I tried the last couple of days to throw some footage together from the clips library I’ve been building for GET LAMP.

This is not what I did with the BBS Documentary, but things are a little different this time around, if for no other reason than interviews are paced out by the week instead of the day, and I’ve been trying to live a full life along with doing the shooting, so I don’t feel at the end that I missed out on my late 30s. It’s a little strange to spend 3 years recounting 30, but that’s how it goes and I minimized the life impact this time around.

So what I did last time was shoot ALL the footage, then spend 5 months culling clips out of the footage, and then 3 months editing these clips into episodes. This time around, I’ve been doing culling while interviewing, so I have a pretty OK clip library so far: 520 passages from 14 of the 50+ interviews. You can do a lot with that, although obviously right now there’s a bias across whatever these 14 people said.

So I started throwing like-minded clips together, and I’m reminded, after a couple years since I did this intensely, how important timing is in editing. Like, down to individual frames.

With the Frontalot video, I just synced up 4 layers of him lip-syncing to the song to be able to turn on and off various layers at will. In other words, even though I did have to pay attention to these spans, I could choose half-phrases or middles of words or whatever I wanted and it’d match up; the soundtrack was already done, and these additional video streams were augmenting that. Not so with the footage.

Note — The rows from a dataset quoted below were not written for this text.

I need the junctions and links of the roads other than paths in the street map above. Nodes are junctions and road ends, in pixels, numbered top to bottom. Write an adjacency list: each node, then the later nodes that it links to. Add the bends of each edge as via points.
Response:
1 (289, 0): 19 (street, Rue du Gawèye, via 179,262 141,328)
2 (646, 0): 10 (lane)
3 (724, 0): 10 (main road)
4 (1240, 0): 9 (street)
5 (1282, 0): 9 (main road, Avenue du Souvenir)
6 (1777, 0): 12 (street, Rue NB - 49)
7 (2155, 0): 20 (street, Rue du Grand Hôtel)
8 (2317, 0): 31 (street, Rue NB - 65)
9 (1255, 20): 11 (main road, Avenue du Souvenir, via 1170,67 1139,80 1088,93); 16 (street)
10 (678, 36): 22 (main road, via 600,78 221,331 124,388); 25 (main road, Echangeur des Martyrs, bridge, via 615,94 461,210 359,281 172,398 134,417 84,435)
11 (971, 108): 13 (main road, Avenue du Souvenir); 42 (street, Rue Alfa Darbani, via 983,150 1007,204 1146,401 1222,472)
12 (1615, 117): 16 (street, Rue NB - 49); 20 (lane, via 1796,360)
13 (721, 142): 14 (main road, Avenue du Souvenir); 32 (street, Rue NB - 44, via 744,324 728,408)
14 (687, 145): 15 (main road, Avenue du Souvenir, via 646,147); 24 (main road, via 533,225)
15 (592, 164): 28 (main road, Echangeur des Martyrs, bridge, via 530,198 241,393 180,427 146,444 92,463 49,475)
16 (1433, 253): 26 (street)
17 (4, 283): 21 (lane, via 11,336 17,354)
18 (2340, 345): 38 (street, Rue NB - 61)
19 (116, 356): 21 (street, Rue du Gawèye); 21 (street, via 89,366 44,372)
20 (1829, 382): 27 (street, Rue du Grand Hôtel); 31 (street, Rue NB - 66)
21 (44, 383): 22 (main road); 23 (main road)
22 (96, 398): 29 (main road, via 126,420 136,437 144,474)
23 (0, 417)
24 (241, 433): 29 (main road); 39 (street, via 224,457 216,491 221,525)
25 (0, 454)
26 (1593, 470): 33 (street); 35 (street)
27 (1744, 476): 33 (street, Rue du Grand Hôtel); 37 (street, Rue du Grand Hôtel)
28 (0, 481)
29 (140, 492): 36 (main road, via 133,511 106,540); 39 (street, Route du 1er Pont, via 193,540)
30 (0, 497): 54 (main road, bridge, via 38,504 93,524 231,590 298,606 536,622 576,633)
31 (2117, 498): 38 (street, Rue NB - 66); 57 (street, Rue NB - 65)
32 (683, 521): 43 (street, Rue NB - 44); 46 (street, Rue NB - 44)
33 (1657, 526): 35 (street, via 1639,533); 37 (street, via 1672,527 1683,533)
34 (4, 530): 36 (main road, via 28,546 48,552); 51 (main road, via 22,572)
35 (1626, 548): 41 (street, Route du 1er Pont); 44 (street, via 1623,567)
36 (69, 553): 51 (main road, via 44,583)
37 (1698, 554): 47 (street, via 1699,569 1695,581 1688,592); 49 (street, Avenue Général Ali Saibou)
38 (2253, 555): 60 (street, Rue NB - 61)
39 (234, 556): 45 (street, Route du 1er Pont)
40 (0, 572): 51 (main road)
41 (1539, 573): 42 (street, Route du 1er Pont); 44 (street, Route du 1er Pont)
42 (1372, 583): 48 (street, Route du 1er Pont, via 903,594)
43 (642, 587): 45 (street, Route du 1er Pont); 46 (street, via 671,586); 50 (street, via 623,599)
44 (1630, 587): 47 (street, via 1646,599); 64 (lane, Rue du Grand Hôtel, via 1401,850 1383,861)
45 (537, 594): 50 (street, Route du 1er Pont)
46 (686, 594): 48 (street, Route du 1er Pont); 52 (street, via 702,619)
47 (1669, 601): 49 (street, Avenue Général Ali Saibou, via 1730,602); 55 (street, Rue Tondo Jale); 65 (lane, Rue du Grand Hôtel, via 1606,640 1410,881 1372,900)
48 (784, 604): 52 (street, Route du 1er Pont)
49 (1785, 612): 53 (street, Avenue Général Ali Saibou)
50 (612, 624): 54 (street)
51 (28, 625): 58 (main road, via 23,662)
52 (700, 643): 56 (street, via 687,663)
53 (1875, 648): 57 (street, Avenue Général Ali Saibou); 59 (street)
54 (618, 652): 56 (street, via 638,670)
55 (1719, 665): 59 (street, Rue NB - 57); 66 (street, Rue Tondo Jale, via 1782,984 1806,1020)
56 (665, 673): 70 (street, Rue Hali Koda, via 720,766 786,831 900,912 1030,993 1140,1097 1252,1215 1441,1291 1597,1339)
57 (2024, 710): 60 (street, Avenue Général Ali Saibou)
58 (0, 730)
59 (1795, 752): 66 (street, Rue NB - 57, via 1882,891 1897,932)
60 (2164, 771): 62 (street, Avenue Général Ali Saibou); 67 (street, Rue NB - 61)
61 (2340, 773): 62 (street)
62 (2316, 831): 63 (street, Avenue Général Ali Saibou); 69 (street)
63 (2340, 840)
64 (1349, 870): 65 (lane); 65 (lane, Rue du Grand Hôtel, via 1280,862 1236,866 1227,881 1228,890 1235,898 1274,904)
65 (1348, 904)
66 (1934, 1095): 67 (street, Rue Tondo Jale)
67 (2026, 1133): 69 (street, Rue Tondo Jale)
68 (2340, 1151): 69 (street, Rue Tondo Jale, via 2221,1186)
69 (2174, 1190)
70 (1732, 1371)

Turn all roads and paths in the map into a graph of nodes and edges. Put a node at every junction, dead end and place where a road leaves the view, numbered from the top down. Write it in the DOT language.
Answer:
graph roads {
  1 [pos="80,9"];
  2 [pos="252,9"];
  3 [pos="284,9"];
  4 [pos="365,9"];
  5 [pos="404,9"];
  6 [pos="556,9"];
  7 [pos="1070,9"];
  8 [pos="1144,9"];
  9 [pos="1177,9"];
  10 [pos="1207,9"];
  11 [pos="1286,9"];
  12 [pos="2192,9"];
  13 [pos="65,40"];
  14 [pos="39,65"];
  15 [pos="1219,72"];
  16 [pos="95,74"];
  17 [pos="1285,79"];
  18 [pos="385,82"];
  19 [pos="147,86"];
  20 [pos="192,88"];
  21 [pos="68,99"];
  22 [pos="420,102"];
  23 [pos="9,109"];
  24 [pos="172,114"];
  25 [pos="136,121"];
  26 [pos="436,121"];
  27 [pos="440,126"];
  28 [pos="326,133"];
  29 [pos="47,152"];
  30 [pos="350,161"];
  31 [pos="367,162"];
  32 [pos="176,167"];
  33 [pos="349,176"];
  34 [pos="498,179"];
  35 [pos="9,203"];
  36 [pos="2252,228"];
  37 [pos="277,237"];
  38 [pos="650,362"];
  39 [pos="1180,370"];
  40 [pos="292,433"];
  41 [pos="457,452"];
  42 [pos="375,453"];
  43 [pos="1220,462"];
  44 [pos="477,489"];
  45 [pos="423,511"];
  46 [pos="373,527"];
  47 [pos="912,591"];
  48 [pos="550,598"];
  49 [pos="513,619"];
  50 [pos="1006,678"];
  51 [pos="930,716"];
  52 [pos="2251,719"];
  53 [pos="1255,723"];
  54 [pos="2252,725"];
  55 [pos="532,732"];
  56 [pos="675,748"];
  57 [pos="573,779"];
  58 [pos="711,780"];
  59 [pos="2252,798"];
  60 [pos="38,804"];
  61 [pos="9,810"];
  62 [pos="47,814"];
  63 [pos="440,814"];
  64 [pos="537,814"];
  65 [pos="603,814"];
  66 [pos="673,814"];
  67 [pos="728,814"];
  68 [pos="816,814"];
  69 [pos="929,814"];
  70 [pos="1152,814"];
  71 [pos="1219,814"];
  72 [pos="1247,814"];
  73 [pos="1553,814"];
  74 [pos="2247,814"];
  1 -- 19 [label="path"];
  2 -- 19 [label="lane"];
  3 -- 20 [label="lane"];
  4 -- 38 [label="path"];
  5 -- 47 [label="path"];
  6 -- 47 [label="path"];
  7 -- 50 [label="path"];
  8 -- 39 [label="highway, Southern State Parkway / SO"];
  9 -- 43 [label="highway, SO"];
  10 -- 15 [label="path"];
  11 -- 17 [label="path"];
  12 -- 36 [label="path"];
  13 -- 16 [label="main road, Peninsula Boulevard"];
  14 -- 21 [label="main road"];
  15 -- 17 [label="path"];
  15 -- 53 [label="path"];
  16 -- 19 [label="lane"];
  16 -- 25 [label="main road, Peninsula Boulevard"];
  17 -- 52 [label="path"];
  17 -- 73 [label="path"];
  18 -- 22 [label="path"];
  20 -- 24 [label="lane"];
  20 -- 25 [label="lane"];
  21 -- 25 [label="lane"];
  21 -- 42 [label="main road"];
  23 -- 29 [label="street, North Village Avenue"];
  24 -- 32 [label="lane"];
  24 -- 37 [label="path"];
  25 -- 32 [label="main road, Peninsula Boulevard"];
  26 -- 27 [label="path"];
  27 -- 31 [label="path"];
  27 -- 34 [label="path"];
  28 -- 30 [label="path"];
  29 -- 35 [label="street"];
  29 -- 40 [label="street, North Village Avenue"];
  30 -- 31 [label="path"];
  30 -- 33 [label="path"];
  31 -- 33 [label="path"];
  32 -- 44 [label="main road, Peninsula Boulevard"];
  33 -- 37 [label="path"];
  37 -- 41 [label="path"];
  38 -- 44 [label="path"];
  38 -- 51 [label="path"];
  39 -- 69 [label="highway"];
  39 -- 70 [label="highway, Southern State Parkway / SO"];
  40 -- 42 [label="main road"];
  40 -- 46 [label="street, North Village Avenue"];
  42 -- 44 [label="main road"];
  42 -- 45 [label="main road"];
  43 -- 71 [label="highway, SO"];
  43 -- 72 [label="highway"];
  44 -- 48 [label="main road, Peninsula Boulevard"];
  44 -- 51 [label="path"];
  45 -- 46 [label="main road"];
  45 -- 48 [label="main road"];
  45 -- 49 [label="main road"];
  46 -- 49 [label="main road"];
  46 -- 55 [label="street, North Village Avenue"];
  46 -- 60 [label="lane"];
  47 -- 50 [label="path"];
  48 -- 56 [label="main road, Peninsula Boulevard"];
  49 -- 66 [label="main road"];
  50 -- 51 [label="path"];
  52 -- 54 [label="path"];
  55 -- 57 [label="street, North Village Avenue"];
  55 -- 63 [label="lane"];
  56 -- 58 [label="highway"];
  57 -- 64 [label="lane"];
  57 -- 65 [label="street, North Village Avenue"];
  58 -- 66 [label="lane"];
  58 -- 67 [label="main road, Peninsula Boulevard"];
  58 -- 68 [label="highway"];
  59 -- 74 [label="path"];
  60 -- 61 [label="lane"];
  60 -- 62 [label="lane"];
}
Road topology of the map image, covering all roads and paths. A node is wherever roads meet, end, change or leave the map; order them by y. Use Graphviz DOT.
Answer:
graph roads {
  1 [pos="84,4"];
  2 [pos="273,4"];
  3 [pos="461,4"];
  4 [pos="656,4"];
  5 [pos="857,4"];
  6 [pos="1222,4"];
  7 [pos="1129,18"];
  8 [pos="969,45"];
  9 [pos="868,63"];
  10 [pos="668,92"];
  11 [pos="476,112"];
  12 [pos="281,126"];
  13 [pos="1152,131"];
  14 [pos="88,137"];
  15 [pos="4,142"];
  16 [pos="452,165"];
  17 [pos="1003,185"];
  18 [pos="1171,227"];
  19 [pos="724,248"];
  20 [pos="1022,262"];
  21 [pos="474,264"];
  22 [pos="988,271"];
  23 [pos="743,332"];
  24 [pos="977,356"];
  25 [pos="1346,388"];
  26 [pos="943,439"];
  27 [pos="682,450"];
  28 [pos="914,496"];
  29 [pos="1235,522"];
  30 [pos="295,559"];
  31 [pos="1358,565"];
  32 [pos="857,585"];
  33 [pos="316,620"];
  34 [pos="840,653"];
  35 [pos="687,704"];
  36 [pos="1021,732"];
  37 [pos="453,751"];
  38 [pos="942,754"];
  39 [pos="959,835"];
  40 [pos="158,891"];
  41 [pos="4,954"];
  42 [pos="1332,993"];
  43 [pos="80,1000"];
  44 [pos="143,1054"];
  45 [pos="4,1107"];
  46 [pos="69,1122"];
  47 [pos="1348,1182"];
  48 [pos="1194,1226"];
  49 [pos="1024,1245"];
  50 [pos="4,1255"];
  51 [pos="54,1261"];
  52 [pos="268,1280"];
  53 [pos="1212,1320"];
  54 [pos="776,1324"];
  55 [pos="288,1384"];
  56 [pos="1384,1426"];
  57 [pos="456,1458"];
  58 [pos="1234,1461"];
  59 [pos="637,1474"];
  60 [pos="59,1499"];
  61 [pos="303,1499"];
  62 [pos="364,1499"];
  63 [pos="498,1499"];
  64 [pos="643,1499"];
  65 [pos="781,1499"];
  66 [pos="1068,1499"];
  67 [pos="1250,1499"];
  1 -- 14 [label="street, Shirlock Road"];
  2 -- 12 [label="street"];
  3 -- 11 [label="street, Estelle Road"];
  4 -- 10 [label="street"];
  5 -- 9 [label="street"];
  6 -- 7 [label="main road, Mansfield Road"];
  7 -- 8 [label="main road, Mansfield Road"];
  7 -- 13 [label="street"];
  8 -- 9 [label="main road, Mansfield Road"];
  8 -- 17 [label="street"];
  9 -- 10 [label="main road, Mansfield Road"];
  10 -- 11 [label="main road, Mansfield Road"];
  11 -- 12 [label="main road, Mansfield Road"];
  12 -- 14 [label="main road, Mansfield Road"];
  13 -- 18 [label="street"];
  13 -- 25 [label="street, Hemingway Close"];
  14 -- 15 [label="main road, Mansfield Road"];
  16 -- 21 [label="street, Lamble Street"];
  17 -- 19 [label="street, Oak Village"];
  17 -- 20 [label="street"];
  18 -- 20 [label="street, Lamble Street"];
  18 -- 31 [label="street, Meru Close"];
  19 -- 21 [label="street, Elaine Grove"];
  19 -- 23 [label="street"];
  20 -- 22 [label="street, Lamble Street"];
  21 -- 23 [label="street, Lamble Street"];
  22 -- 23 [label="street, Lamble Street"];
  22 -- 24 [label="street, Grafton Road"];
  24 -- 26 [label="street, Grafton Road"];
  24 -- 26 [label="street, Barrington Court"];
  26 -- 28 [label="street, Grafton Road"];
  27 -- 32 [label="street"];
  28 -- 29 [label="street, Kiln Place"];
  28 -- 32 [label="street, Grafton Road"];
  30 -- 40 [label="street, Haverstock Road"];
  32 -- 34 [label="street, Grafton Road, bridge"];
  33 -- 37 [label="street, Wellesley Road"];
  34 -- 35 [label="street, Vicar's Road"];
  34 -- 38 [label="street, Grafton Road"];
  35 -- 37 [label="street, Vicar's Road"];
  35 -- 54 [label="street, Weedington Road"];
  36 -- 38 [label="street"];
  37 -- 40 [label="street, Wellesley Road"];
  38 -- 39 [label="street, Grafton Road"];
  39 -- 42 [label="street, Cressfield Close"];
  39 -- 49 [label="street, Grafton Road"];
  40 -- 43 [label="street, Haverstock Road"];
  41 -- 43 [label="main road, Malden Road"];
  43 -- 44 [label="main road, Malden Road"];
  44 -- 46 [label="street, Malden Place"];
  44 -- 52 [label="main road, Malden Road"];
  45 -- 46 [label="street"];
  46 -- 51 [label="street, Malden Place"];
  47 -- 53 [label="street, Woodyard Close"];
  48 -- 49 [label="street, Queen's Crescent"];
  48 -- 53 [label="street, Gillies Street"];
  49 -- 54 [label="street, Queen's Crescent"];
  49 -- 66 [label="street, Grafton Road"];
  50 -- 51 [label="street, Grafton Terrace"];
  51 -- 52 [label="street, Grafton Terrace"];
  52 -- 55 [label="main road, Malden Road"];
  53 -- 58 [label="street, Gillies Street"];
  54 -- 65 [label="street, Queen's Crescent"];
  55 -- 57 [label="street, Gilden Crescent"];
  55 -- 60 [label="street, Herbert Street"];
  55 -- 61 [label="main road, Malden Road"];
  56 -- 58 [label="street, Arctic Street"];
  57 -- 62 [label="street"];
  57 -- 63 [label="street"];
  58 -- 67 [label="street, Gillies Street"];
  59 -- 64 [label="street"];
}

With these clips, I can wait too long to cut and you hear the person breathing for the next word. You can cut too short and the person is right there, in your face, no split-second for the eye to adjust. Knock it over a frame and it’s perfect.

It helps that my clips are filled with smart people saying brilliant things. BBS Documentary had that too, but this time, even more than BBS Documentary, nearly every interview is brimming with brilliant statements made within a section of history, theory, implementation and philosophical musing. In many cases, it’s obvious I will have to decide among a not-small-set of stupefyingly insightful comments and choose the one that flows, rhythmically, with what comes before it or after it.

Everyone should have my problems.

Dates on this production are slipping, mostly because of finding those last few folks I want in on this, and making sure I don’t randomly miss huge names for no reason. A couple names are not interested and while I wish they were, footage has been shot to allow working without them. The amount and variety of folks who are either interviewed or signed up is still quite something, and I have no complaints.

One frame forward, one frame back. I’ll get this right.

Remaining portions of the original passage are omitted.